Topological Baseball Ceramic

It's late August, and in Boston and among the members of Red Sox Nation, there is a feeling of foreboding. It's late August, and the Red Sox are still in first place. Anyone who has lived through one of the Red Sox collapses knows that bad times are ahead. Those of us of a certain age remember the "Boston Massacre" of 1978, when the Red Sox lost four straight games, and a four-game lead, to the dreaded Yankees, also in late August. Today, August 27, the Red Sox play the Yankees in New York. Here comes trouble.

Even after the ecstatic apocalypse of 2004, in which the Red Sox's famous "Curse of the Bambino" seemed to have been broken, Red Sox fans still groan under the weight of history. They, or "we," also are haunted by elaborate superstitions, such as not watching a close game on TV lest we change the outcome, rather like some popular misinterpretations of quantum physics' "observer phenomenon." When I say "we" referring to Boston fans, it is a special "we." When the Sox win a game, "we" won it. When they lose, "we" lost it. "We" are six and a half games in front. "We" could collapse at any minute.

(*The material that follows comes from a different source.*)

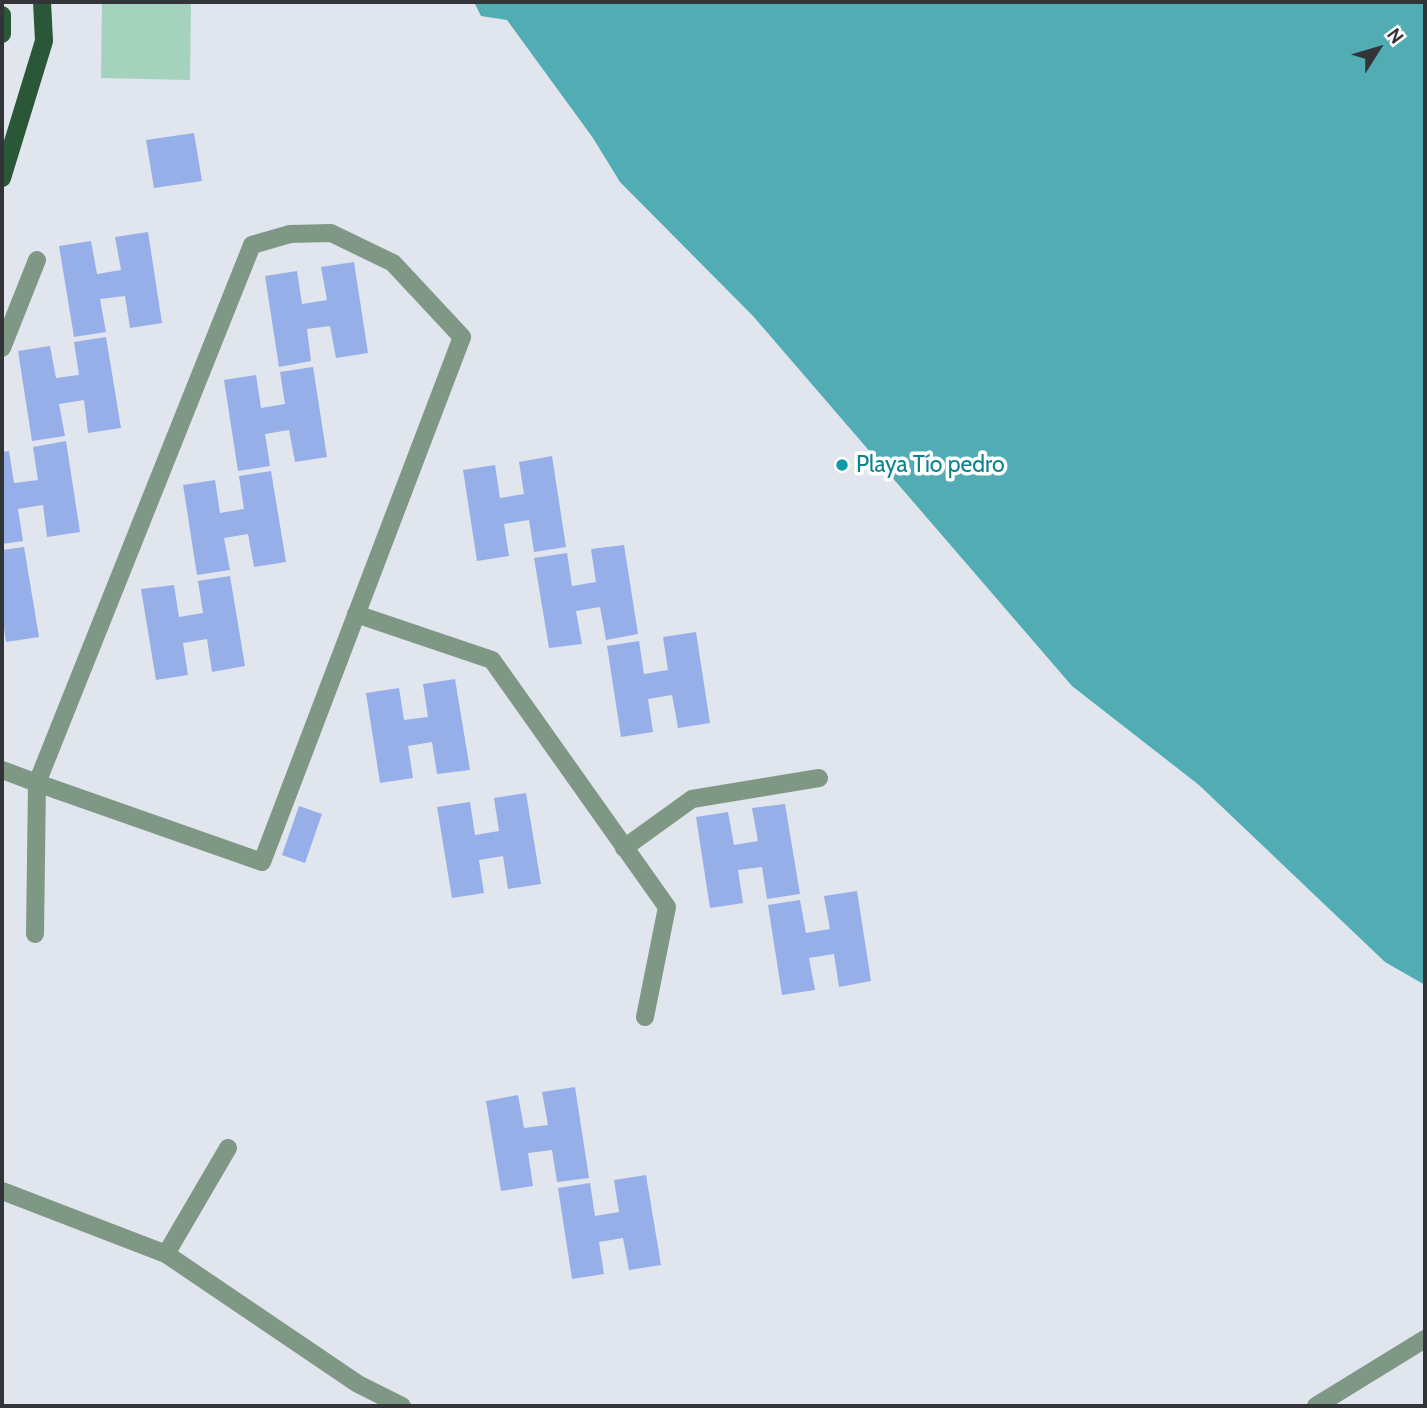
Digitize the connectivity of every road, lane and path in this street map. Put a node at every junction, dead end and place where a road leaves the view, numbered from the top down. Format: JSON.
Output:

Throughout my life I have been warned by people close to me not to "identify" with any collective or commercial entity to which I might have connections. It's somehow wrong, or stupid, to franchise your individuality and Self to a team, a college, a store, a religion. You are supposed to face the world like a French existentialist (my beret is in the closet waiting for the chill of fall), a bleakly alone self, constructed of self-made decisions made despite knowledge of their meaninglessness, knowing that anything you do, and everything you are, will be wiped away forever by death. I bet there are a lot of existentialists in the seats at Fenway Park, though they might not know that they are. (Hey, ice cream here!) The non-identification rule goes down the tubes when David Ortiz hits a game-winner over the wall. "We won!"

My friends know that I am wild about baseball. Baseball is about summer, which is the only season I really like. I like not only the action on the field but the architecture of the parks, the colorful uniforms, the smell of popcorn and beer, the raucous noise of the crowd and the P.A. system, and the brilliance of the lights. Even if I don't get to a live game at the ballpark, just the drone of the radio or television recounting the game says "summer" and timeless contemplation of, say, Manny Ramirez' runs-batted-in statistics.

My friends look out for me. So when they saw an item in a shop in San Francisco, they knew I should have it. Behold the "Baseball Condiment Dish Set," a unique table accessory.


Note that the baseball dishes (whose diameter is somewhat larger than a real baseball) are resting on a concave ceramic representation of a bat. All that is missing are the munchies for those watching the game. (Hey, peanuts here!) Let us also consider the mathematical aspects of the baseball dishes. They appear to be baseballs divided in half, but as you can see, the stitching and color appear in the interior as well. They are actually representations of baseballs which have been not only halved but inverted to a dish shape, as if the "ball" were an empty balloon which could be deflated and re-molded, leaving its surface intact. Topologically, the spherical original baseball and the baseball dish are equivalent, because they do not have a hole punched in them anywhere.

And so as summer winds down, "our" pitchers wind up, and "we" hope fervently but meaninglessly that this year might bring us victory yet again, by the time I get my existentialist black fall outfit out of the closet in October.